Thanks for posting this.  I had 11.00 sitting there that expired today.  So, I got some more micas and a glitter.


----------



## MySoapyHeart (Jun 6, 2016)

I had $6.50 waiting for me, so three  days ago I ordered mica and fragrance oil. Just got the tracking number today. Never had any issues with Nurtures shipping.

Wondering what the new site is going to be like...


----------



## snappyllama (Jun 6, 2016)

Carrie is on a roll. I just got a tracking number from my order yesterday. 

Luv ya, Nurture soap!


----------



## shunt2011 (Jun 6, 2016)

She is usually pretty quick. They are great to order from


----------



## MySoapyHeart (Jun 6, 2016)

I don`t think I have ordered from anyone who is as quick as those guys over at Nurture, hands down! Or as nice! <3


----------



## Cosmo (Jun 12, 2016)

You all just totally made my day! Thank you!

The new website is different, but really cool. It will eliminate some of the hiccups that are experienced with the current site, like sign-in issues, etc. We recently moved into a new and much bigger location, so we are able to offer more products. These will all be available on the new site.
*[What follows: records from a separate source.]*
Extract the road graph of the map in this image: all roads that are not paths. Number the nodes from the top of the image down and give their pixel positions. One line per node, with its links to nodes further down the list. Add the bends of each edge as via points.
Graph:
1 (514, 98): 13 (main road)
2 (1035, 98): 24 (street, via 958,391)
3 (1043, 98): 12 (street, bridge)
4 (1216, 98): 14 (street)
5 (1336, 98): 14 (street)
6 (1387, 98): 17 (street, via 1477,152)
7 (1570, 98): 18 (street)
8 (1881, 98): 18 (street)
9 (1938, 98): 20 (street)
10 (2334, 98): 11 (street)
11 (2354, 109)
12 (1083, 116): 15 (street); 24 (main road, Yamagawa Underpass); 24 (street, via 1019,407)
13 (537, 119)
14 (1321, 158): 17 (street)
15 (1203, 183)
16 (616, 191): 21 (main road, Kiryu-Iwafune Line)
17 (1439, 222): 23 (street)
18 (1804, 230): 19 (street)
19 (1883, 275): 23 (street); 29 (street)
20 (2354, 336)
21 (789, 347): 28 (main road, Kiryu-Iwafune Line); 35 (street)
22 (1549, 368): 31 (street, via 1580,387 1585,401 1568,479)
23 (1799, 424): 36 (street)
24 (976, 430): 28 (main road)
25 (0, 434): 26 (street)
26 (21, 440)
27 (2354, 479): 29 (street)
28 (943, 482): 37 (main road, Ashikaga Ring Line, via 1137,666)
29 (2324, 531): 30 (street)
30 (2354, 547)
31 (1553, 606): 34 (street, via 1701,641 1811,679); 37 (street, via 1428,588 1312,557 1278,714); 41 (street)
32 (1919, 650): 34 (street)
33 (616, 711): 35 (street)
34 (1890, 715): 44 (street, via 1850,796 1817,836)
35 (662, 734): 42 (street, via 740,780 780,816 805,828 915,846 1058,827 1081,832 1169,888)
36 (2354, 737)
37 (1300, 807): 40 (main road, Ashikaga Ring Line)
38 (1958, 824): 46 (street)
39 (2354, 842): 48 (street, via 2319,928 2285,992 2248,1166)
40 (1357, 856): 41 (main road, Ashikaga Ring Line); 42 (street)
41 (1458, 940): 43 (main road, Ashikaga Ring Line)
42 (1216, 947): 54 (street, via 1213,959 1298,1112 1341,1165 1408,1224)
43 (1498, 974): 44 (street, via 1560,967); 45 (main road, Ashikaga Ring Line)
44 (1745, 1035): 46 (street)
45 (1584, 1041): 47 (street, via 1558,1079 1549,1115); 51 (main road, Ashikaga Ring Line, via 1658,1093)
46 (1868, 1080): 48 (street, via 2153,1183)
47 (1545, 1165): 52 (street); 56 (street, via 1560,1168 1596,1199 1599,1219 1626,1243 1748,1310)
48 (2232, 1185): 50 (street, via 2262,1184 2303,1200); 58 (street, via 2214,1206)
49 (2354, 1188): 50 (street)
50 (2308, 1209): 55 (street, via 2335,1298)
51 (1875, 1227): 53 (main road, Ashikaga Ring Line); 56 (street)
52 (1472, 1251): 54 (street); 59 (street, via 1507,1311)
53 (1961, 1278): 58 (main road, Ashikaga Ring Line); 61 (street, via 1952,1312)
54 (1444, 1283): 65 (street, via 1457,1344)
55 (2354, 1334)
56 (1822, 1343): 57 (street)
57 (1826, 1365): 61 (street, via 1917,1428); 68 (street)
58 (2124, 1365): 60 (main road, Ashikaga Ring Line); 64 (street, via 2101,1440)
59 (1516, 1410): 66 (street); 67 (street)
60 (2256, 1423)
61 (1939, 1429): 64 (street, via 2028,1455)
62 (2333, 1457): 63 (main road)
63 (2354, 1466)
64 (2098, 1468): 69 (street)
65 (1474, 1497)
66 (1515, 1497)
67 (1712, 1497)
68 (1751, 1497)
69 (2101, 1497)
The new site is also much easier to customize and maintain, which is great for me personally since I do all my own web design and maintenance. This will mean I have more time to dedicate to product development and customers, which are parts of my job I adore!
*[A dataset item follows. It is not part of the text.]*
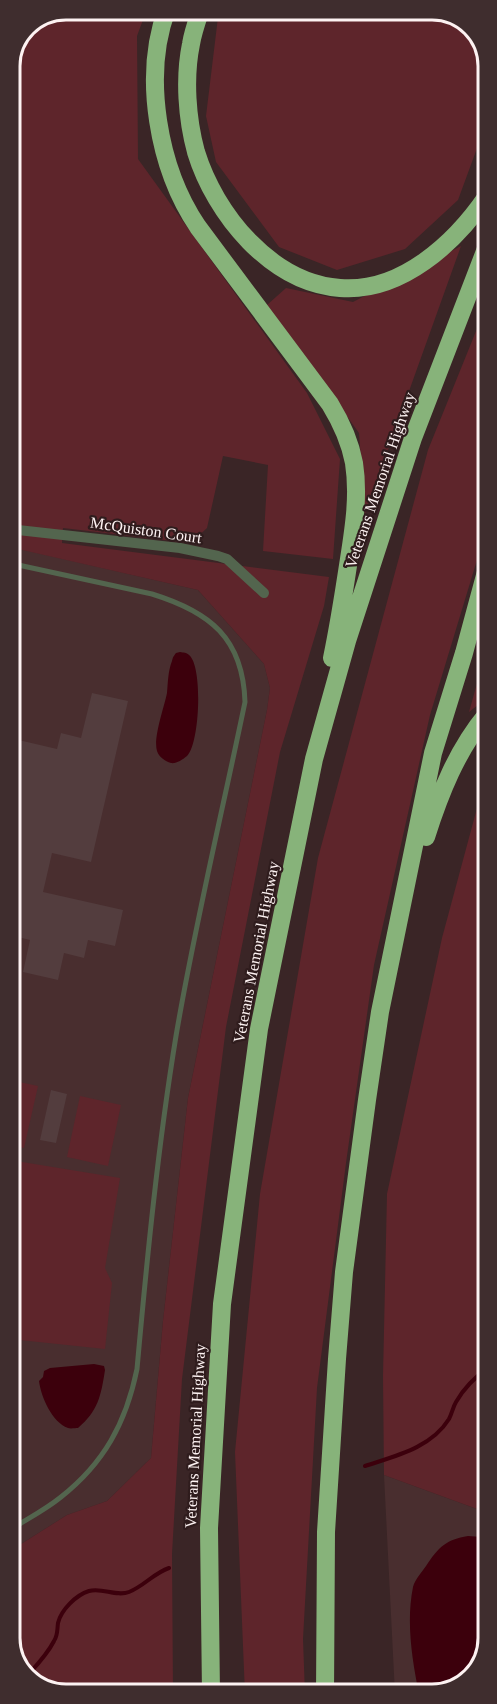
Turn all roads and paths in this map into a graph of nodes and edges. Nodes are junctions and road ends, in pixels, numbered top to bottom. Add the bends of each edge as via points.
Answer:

I can give you a sneak peek if you want one.


----------



## lenarenee (Jun 12, 2016)

Dang, Carrie. It was 2 years ago that I made my first colorant purchase ever - Nurture's Brights and Pastels (Did I remember the name right?) sample collections. You were working out of a closet at the time, and now you're moving to a larger place for the second time!!  Congratulations on your growing and developing business! Your micas give the most predictable results I've found and I look forward to seeing the new items!


----------



## Cosmo (Jun 12, 2016)

Isn't it crazy?!? I look back and it feels surreal; like I've just been along for the ride. I work like crazy, though. Right now I'm cleaning my refrigerator, and I wish I were at work! lol I guess I can say I love my job!


----------



## Cindy2428 (Jun 12, 2016)

Of course we want a sneak peak on your new site! Amazing lady she does it all.  I would love to arrange a visit to your new location. Take pics and bring them back here. Congrats Carrie on all of your hard work. You've earned it, Cindy.


----------



## Cosmo (Jun 12, 2016)

Cindy, you know I love you! I will post a screenshot tomorrow.


----------